# Alfa GTV V6 or 156 GTA



## prt225TT (May 7, 2007)

Due to financial reasons, I'm thinking I may need to downsize the TT for something a little cheaper, but dont want a run of the mill mondeo or focus. I dont need anything larger than a TT, and the GTV has always looked good. I have read mixed reports, mainly you'll either get a trouble free car or a lemon...

I think I would go for a <2001 V6, as it is still on the cheaper tax bracket, and have seen a really nice example on autotrader for Â£4.5k, with 77k miles.

Has anyone here owned one, or have any input on them? I've done some reading of alfa forums, and youtube'd the V6 growl :twisted:

Funnily enough, I did look at one a few years ago, I was driving my first car, an '03 Fiesta, and when I tried to get into the GTV I thought it was a toy car it was soooo small... but after the TT I think I'm used to sitting low and a smaller car :roll:

Paul


----------



## Jac-in-a-Box (Nov 9, 2002)

I like them and still have a hankering to own one again.

Owned the 2.0 and a 2.5V6... loved them both. The V6 is a peach of an engine and sounds fabulous.

Have a reputation for rust (mine were both Dinitrol'd from new) and I had no problems. Not sure if the later versions had better rustproofing.

Reliability - especially electrical gremlins, is supposedly suspect, though I had no issues with reliablity of any sort.

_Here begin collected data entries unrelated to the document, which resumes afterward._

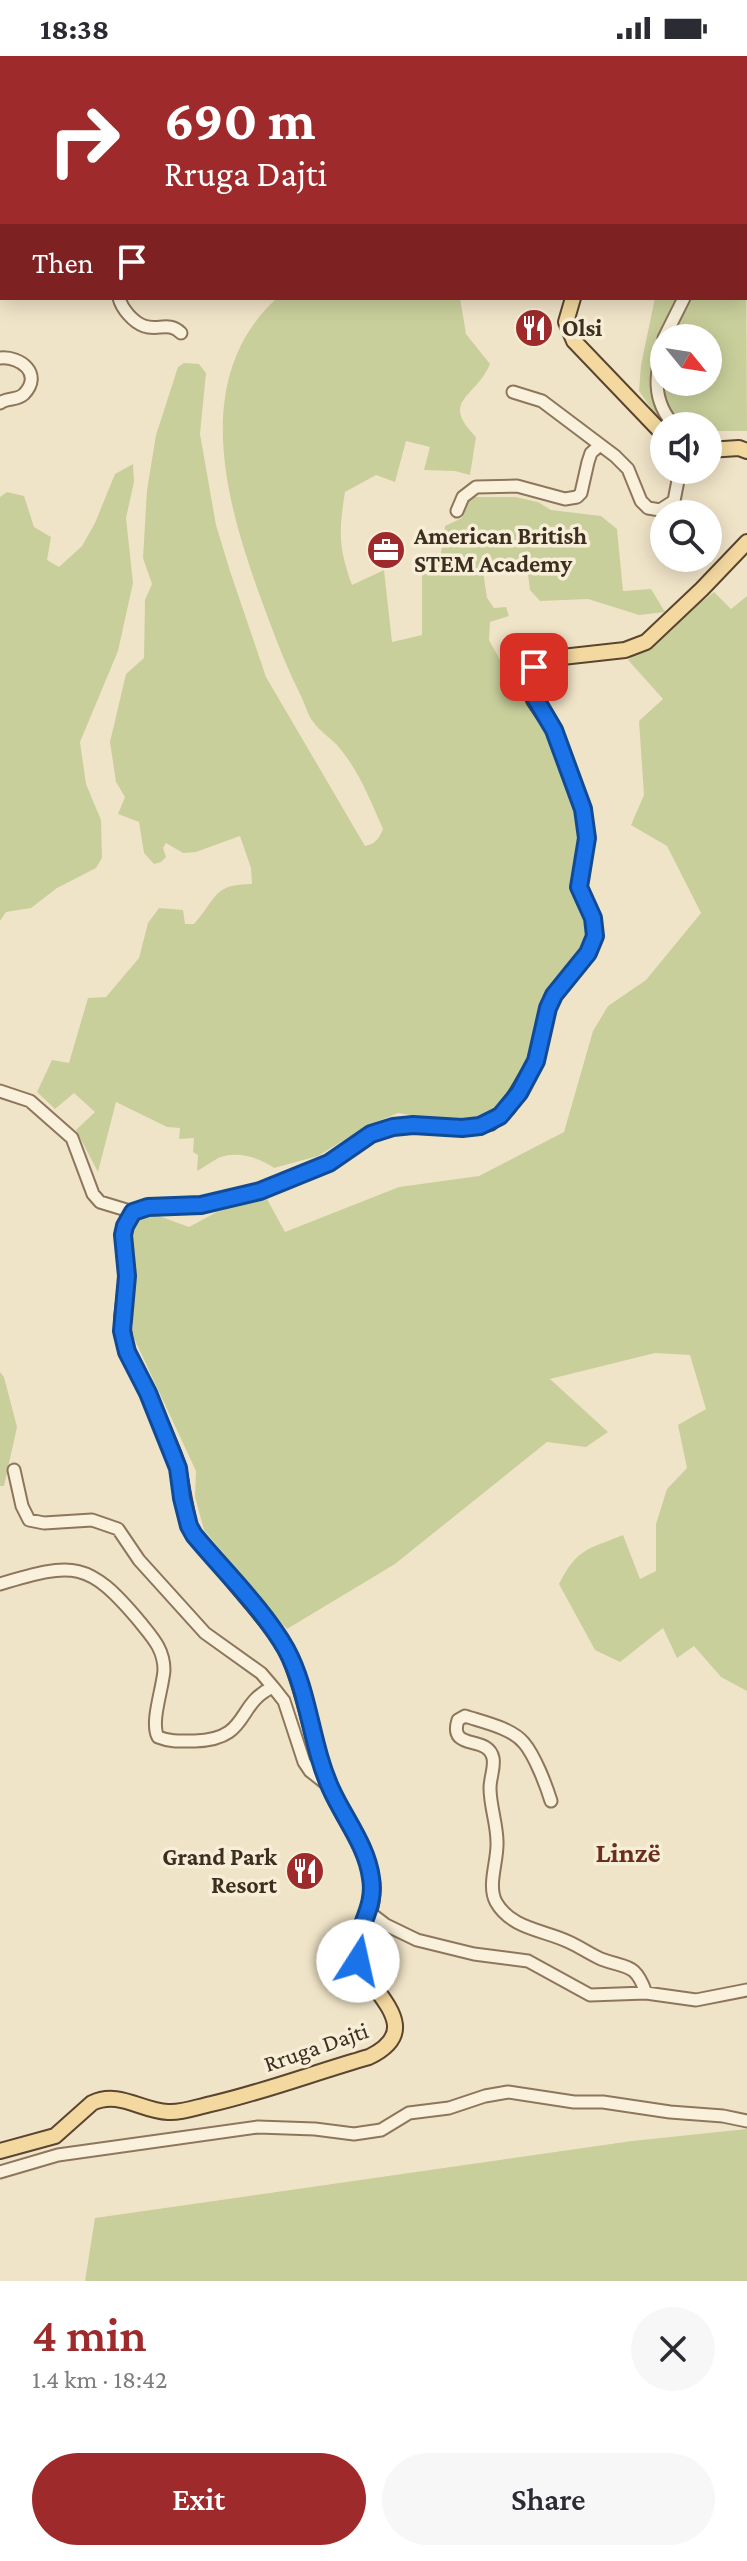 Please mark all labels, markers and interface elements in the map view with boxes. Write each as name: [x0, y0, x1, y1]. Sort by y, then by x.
text: 18:38: [40, 12, 109, 45]
icon: right: [32, 88, 136, 192]
text: 690 m: [164, 89, 316, 151]
text: Rruga Dajti: [164, 154, 327, 194]
icon: arrive: [110, 240, 154, 284]
text: Then: [32, 246, 94, 279]
restaurant icon: Olsi: [513, 307, 555, 349]
place label: Olsi: [562, 314, 602, 341]
north arrow: [650, 324, 722, 396]
map controls: [650, 324, 722, 572]
button: sound: [650, 412, 722, 484]
button: search: [650, 500, 722, 572]
place label: American British STEM Academy: [413, 522, 587, 577]
office icon: American British STEM Academy: [365, 529, 407, 571]
pin: [500, 633, 568, 701]
icon: arrive: [512, 645, 556, 689]
district label: Linzë: [595, 1837, 661, 1868]
place label: Grand Park Resort: [162, 1843, 278, 1898]
restaurant icon: Grand Park Resort: [284, 1850, 326, 1892]
position arrow: [316, 1919, 400, 2003]
street label: Rruga Dajti: [260, 2016, 372, 2077]
button: close: [631, 2307, 715, 2391]
text: 4 min: [32, 2308, 147, 2361]
text: 1.4 km · 18:42: [32, 2365, 167, 2394]
button: Exit: [32, 2453, 366, 2545]
button: Share: [382, 2453, 715, 2545] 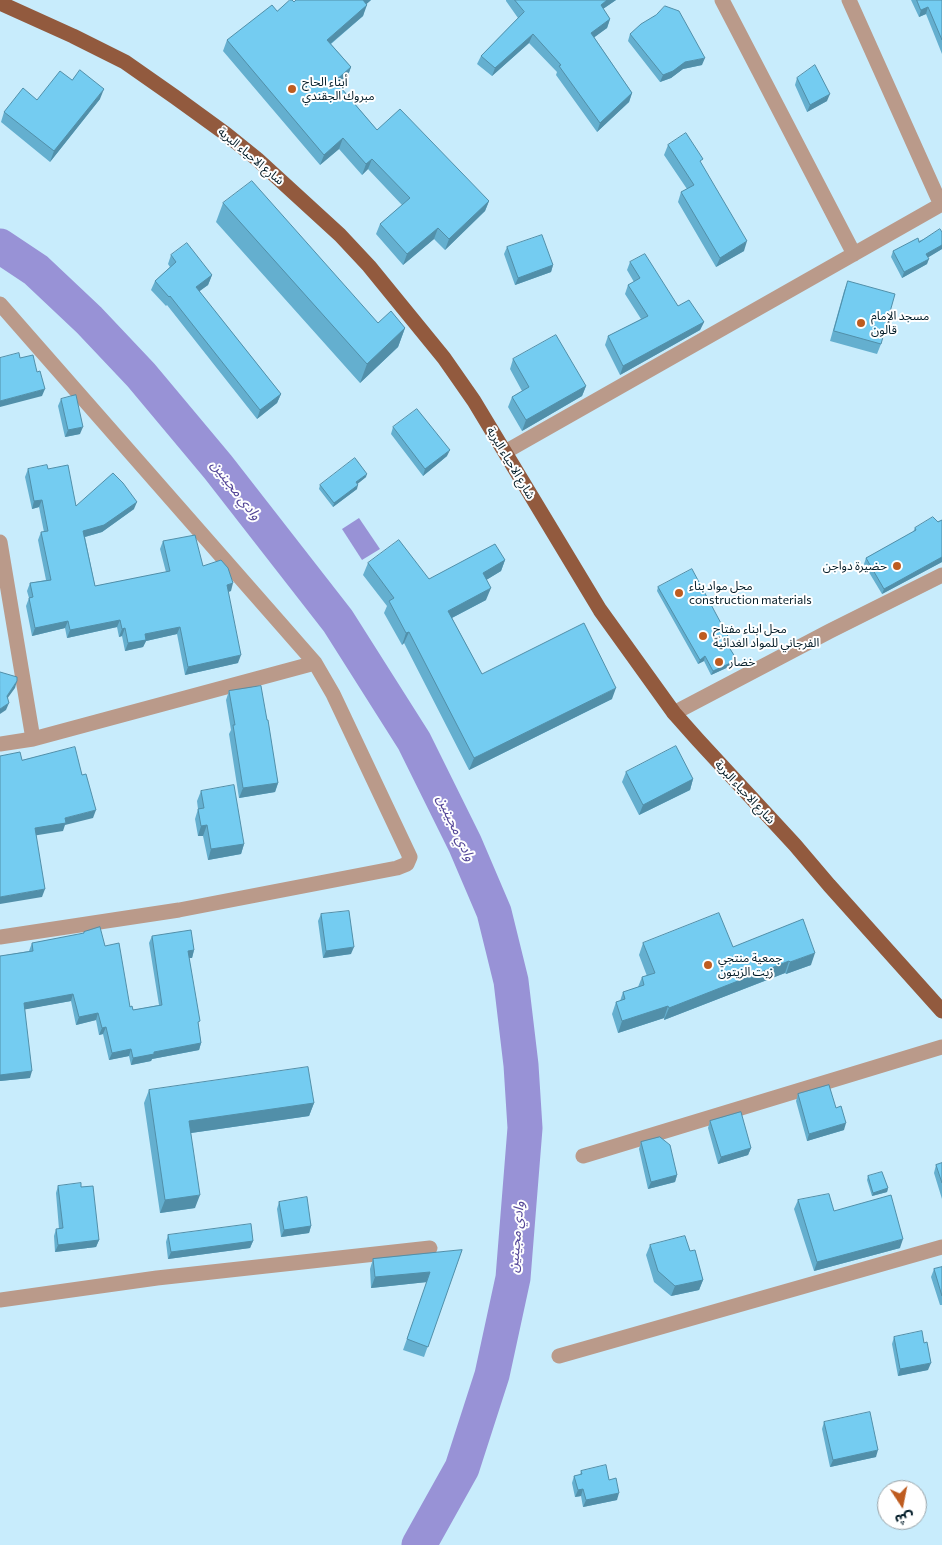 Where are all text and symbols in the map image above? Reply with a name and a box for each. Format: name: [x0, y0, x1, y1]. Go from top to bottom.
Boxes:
place label: أبناء الحاج مبروك الجقندي: [302, 75, 375, 103]
marker: أبناء الحاج مبروك الجقندي: [286, 83, 298, 95]
street label: شارع الاحياء البرية: [215, 124, 287, 188]
place label: مسجد الإمام قالون: [871, 309, 929, 337]
marker: مسجد الإمام قالون: [855, 317, 867, 329]
street label: شارع الاحياء البرية: [484, 424, 538, 502]
water label: وادي مجينين: [207, 457, 265, 523]
place label: حضيرة دواجن: [823, 559, 887, 573]
marker: حضيرة دواجن: [891, 560, 903, 572]
place label: محل مواد بناء construction materials: [689, 579, 812, 607]
marker: محل مواد بناء construction materials: [673, 587, 685, 599]
place label: محل ابناء مفتاح الفرجاني للمواد الغدائية: [713, 622, 819, 650]
marker: محل ابناء مفتاح الفرجاني للمواد الغدائية: [697, 630, 709, 642]
place label: خضار: [729, 655, 755, 669]
marker: خضار: [713, 656, 725, 668]
street label: شارع الاحياء البرية: [712, 757, 778, 827]
water label: وادي مجينين: [433, 792, 479, 864]
place label: جمعية منتجي زيت الزيتون: [718, 951, 782, 979]
marker: جمعية منتجي زيت الزيتون: [702, 959, 714, 971]
water label: وادي مجينين: [505, 1201, 527, 1273]
north arrow: [877, 1480, 927, 1530]
text: ش: [894, 1509, 916, 1529] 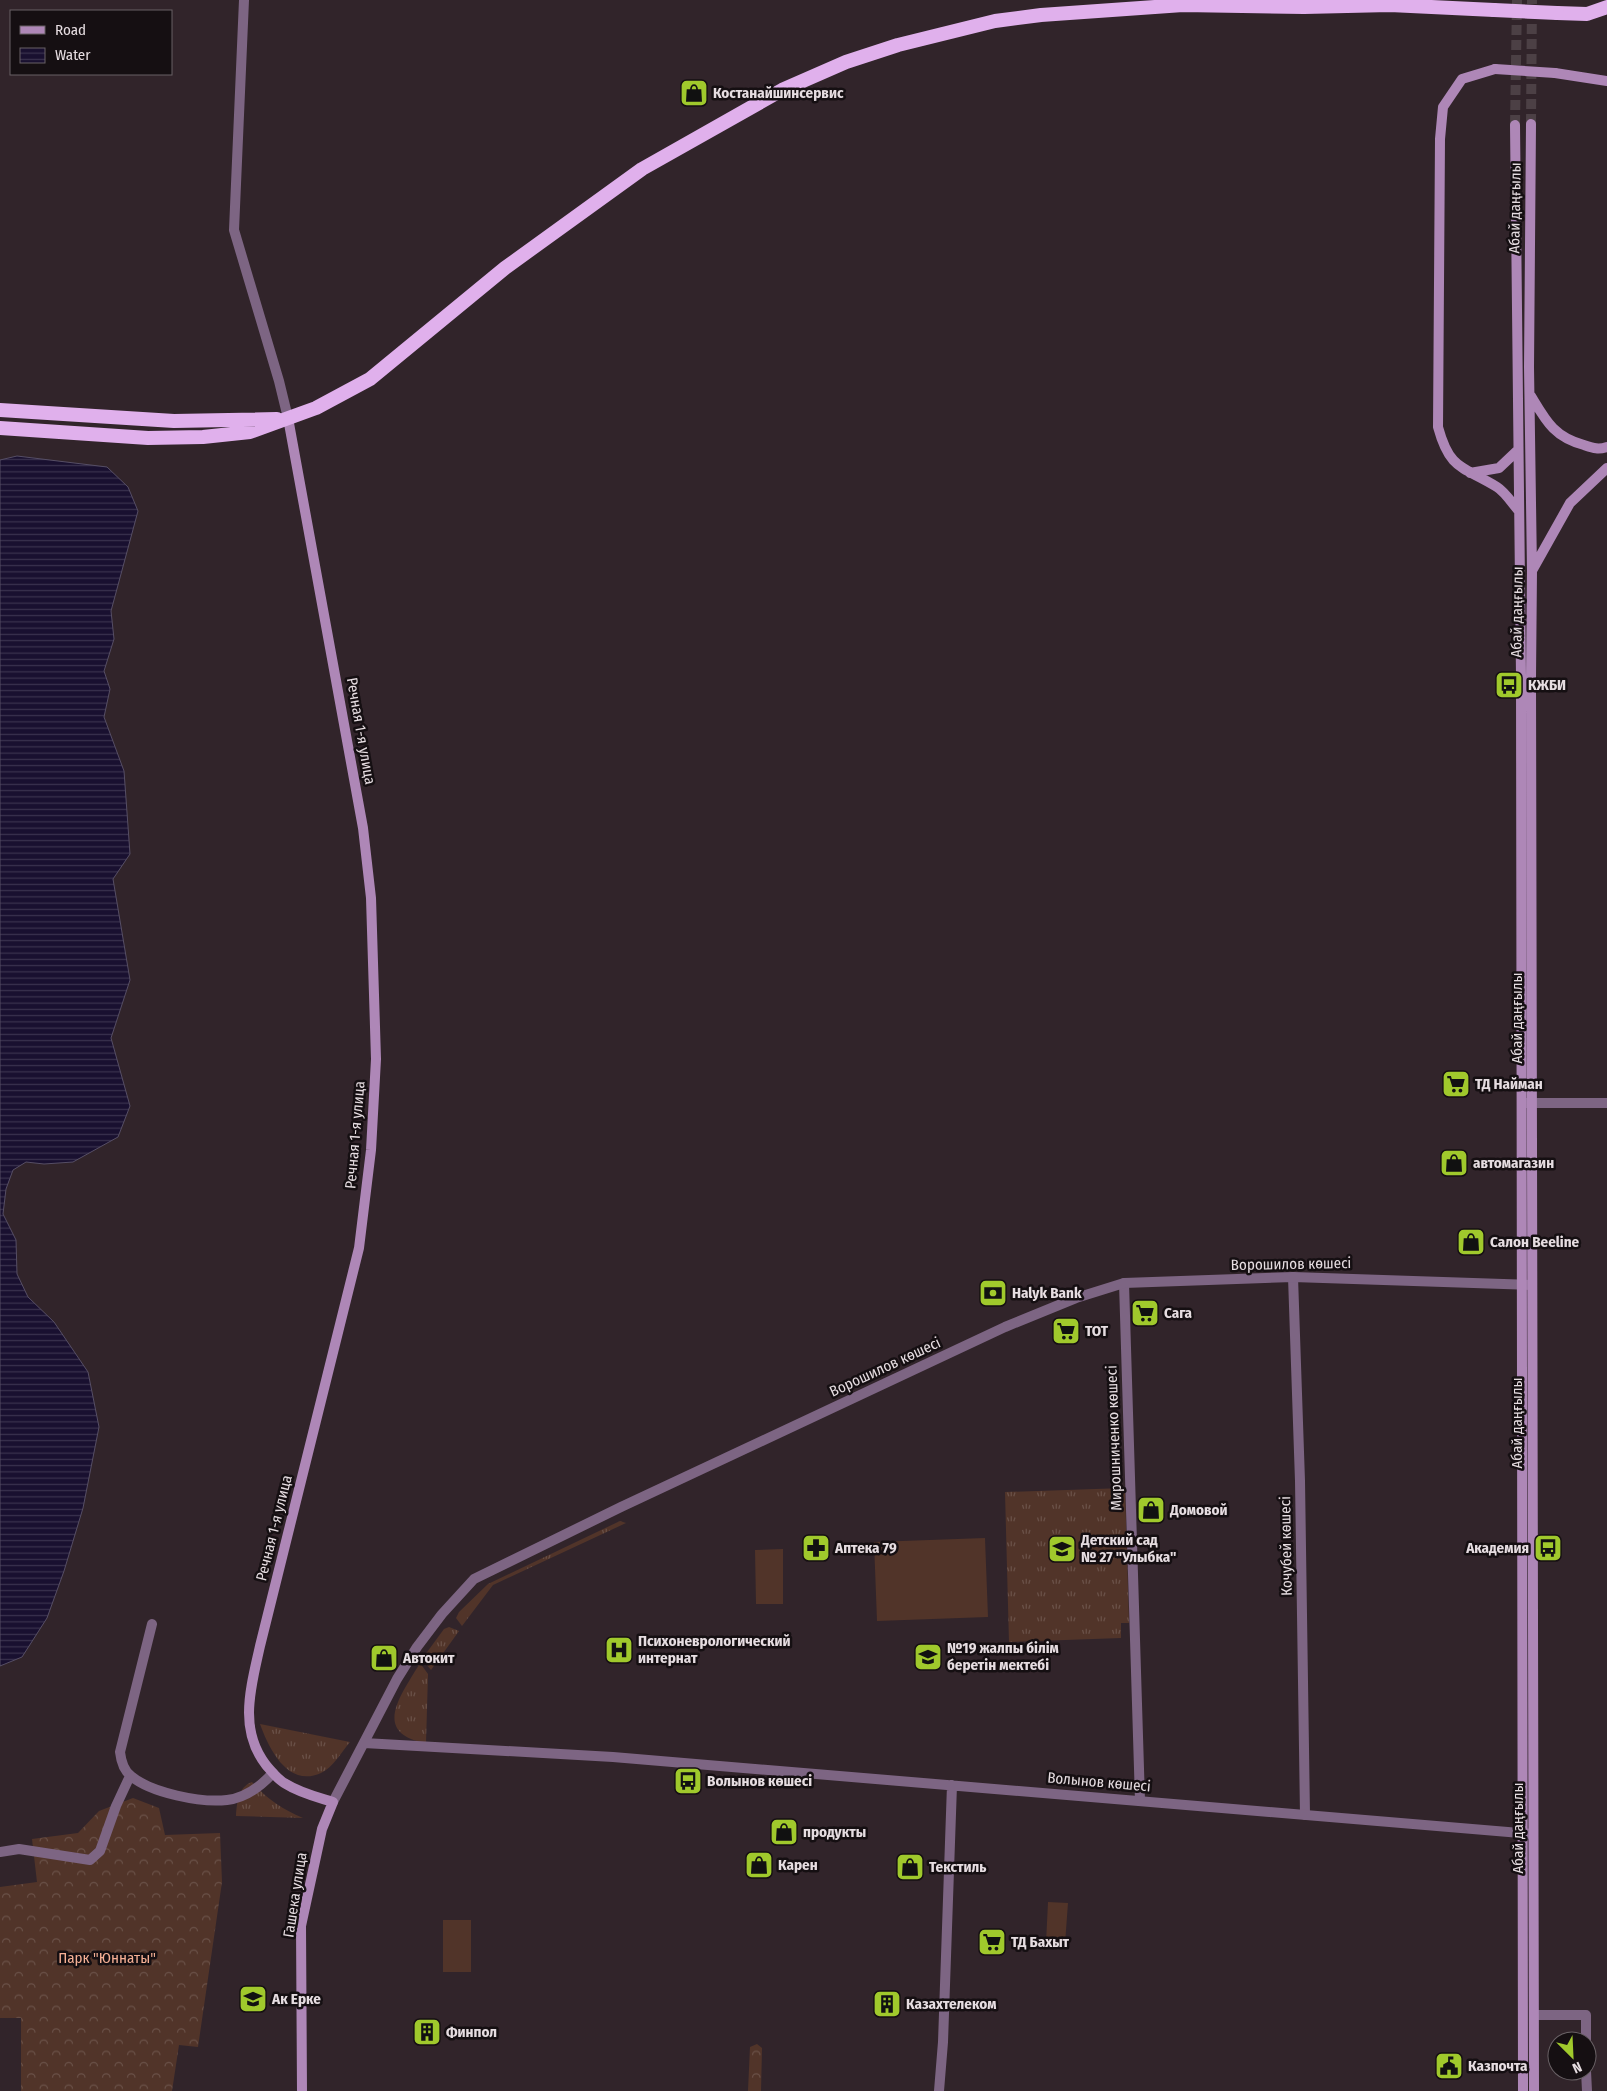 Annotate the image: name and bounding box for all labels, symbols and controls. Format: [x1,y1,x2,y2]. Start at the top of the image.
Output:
legend [10,10,172,75]
text: Road [55,21,86,39]
text: Water [55,46,91,64]
shop icon: Костанайшинсервис [679,78,709,108]
place label: Костанайшинсервис [713,84,844,102]
street label: Абай даңғылы [1505,162,1525,254]
street label: Абай даңғылы [1507,566,1527,658]
bus stop icon: КЖБИ [1494,670,1524,700]
street label: Речная 1-я улица [343,676,379,786]
place label: КЖБИ [1528,676,1566,694]
street label: Абай даңғылы [1508,972,1526,1064]
supermarket icon: ТД Найман [1441,1069,1471,1099]
place label: ТД Найман [1475,1075,1543,1093]
street label: Речная 1-я улица [341,1080,369,1190]
shop icon: автомагазин [1439,1148,1469,1178]
place label: автомагазин [1473,1154,1554,1172]
shop icon: Cалон Beeline [1456,1227,1486,1257]
place label: Cалон Beeline [1490,1233,1580,1251]
street label: Ворошилов көшесі [1231,1254,1351,1274]
bank icon: Halyk Bank [978,1278,1008,1308]
place label: Halyk Bank [1012,1284,1082,1302]
supermarket icon: Сага [1130,1298,1160,1328]
place label: Сага [1164,1304,1193,1322]
supermarket icon: ТОТ [1051,1316,1081,1346]
place label: ТОТ [1085,1322,1109,1340]
street label: Ворошилов көшесі [827,1333,943,1401]
street label: Мирошниченко көшесі [1102,1365,1126,1511]
street label: Абай даңғылы [1508,1377,1526,1469]
street label: Речная 1-я улица [252,1473,296,1583]
shop icon: Домовой [1136,1495,1166,1525]
street label: Кочубей көшесі [1276,1496,1296,1596]
place label: Домовой [1169,1501,1227,1519]
place label: Детский сад № 27 "Улыбка" [1080,1531,1176,1566]
pharmacy icon: Аптека 79 [801,1533,831,1563]
bus stop icon: Академия [1533,1533,1563,1563]
school or university icon: Детский сад № 27 "Улыбка" [1047,1534,1077,1564]
place label: Аптека 79 [834,1539,897,1557]
place label: Академия [1465,1539,1529,1557]
place label: Психоневрологический интернат [638,1632,790,1667]
hospital icon: Психоневрологический интернат [604,1635,634,1665]
place label: №19 жалпы білім беретін мектебі [947,1639,1059,1674]
school or university icon: №19 жалпы білім беретін мектебі [913,1642,943,1672]
shop icon: Автокит [369,1643,399,1673]
place label: Автокит [402,1649,455,1667]
bus stop icon: Волынов көшесі [673,1766,703,1796]
street label: Волынов көшесі [1047,1769,1151,1795]
place label: Волынов көшесі [707,1772,812,1790]
street label: Абай даңғылы [1509,1782,1527,1874]
shop icon: продукты [769,1817,799,1847]
place label: продукты [803,1823,866,1841]
shop icon: Карен [744,1850,774,1880]
street label: Гашека улица [279,1851,311,1939]
shop icon: Текстиль [895,1852,925,1882]
place label: Карен [778,1856,818,1874]
place label: Текстиль [929,1858,986,1876]
supermarket icon: ТД Бахыт [977,1927,1007,1957]
place label: ТД Бахыт [1011,1933,1070,1951]
park label: Парк "Юннаты" [58,1949,156,1967]
school or university icon: Ак Ерке [238,1984,268,2014]
building icon: Казахтелеком [872,1989,902,2019]
place label: Ак Ерке [271,1990,321,2008]
place label: Казахтелеком [906,1995,996,2013]
building icon: Финпол [412,2017,442,2047]
place label: Финпол [446,2023,497,2041]
north arrow [1547,2031,1597,2081]
public building icon: Казпочта [1434,2051,1464,2081]
place label: Казпочта [1468,2057,1528,2075]
text: N [1570,2058,1584,2077]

Fun and charismatic cars - good hunting 

Dave


----------



## Whack01 (Feb 23, 2008)

Currently own an Alfa GT and have it for just about one year. I know it's a different car but while i haven't had any major problems it's begining to rattle like hell recently and a few minor electrical problems have surfaced. Would be very careful buying a used one with many miles on the clock.


----------



## prt225TT (May 7, 2007)

I don't expect it to be quite as well built as the TT (should be) but I've read that as long as its been maintained it should be fine...? If they go wrong its big time, but if they're fine, they're fine... have you had many problems?


----------



## TTwiggy (Jul 20, 2004)

Be aware that while the Alfa V6 is one of the world's most beautiful engines (both visually and aurally) it does have a drink problem! I rarely saw double figues in my GTA round town - although that was a 3.2, so the 3.0 may be a bit better...


----------



## prt225TT (May 7, 2007)

Did you have the 156 GTA or 147 GTA? I've been looking at the 156 GTA too, BUT, it was introduced in 2002 so its the top whack for road tax! I do limited miles so would try to keep my petrol consumption down! :lol: I'm starting to think the 156 GTA would be a more practical car... maybe worth LPG conversion though if petrol keeps going up! :lol: :lol: Its a very attractive aggressive car :twisted:


----------



## TTwiggy (Jul 20, 2004)

147gta, as per my sig :wink:

lovely car, and rare enough to be a bit 'cultish' (lots of respect from them that knew about them; shock from those who didn't - like the M3 driver who couldn't shake me and wound his window down to ask 'what the f^&* have you got under the bonnet mate?')


----------



## prt225TT (May 7, 2007)

The 147 is a very nice looking car, but think the 156 GTA makes more financial sense (if thats possible!) they're cheaper to pick up now. I've been trying to find technical details, ie. cambelt changes, servicing etc... any info on schedules?

Thanks


----------



## Kell (May 28, 2002)

Persoanlly, I'd have a 156 GTa Sportwagen. If I was brave enough.


----------



## TTwiggy (Jul 20, 2004)

prt225TT said:


> The 147 is a very nice looking car, but think the 156 GTA makes more financial sense (if thats possible!) they're cheaper to pick up now. I've been trying to find technical details, ie. cambelt changes, servicing etc... any info on schedules?
> 
> Thanks


no idea on cmabelt changes i'm afraid, as mine was only 18 months old when I had it. Servicing was 12 months (unless you do mega mileage), and as it's generally done at a Fiat dealership ,the hourly rate is lower than VAG cars (though the downside is you're at a Fiat dealership!).

As Kell said, look at the sportwagon - the ultimate stealth car, and in red (or if you can find one, pearl white) they exhude Italian style.


----------



## prt225TT (May 7, 2007)

I'm 24... a bit young for an estate car :wink:


----------



## prt225TT (May 7, 2007)

So anybody here owned a 156 GTA? Just looking for a little info on them, what mileage things should be done etc... things to look out for...


----------



## trev0006 (Oct 19, 2007)

My friend had one and his was not very reliable.

tires wheels motorcycle rc cars


----------



## Kell (May 28, 2002)

prt225TT said:


> So anybody here owned a 156 GTA? Just looking for a little info on them, what mileage things should be done etc... things to look out for...


One of my friends ran a saloon as a company car. AFAIK nothing went wrong with it at all in the three years she had it. Having said that, if it had have done, then she was in the ideal position to not have to worry about bills.

I'm still hankering after an Alfa of some description and having seen some lovely 159 Sportwagens recently am still sorely tempted. Just can't afford a change of any description currently.









156 GTA









159 Ti


----------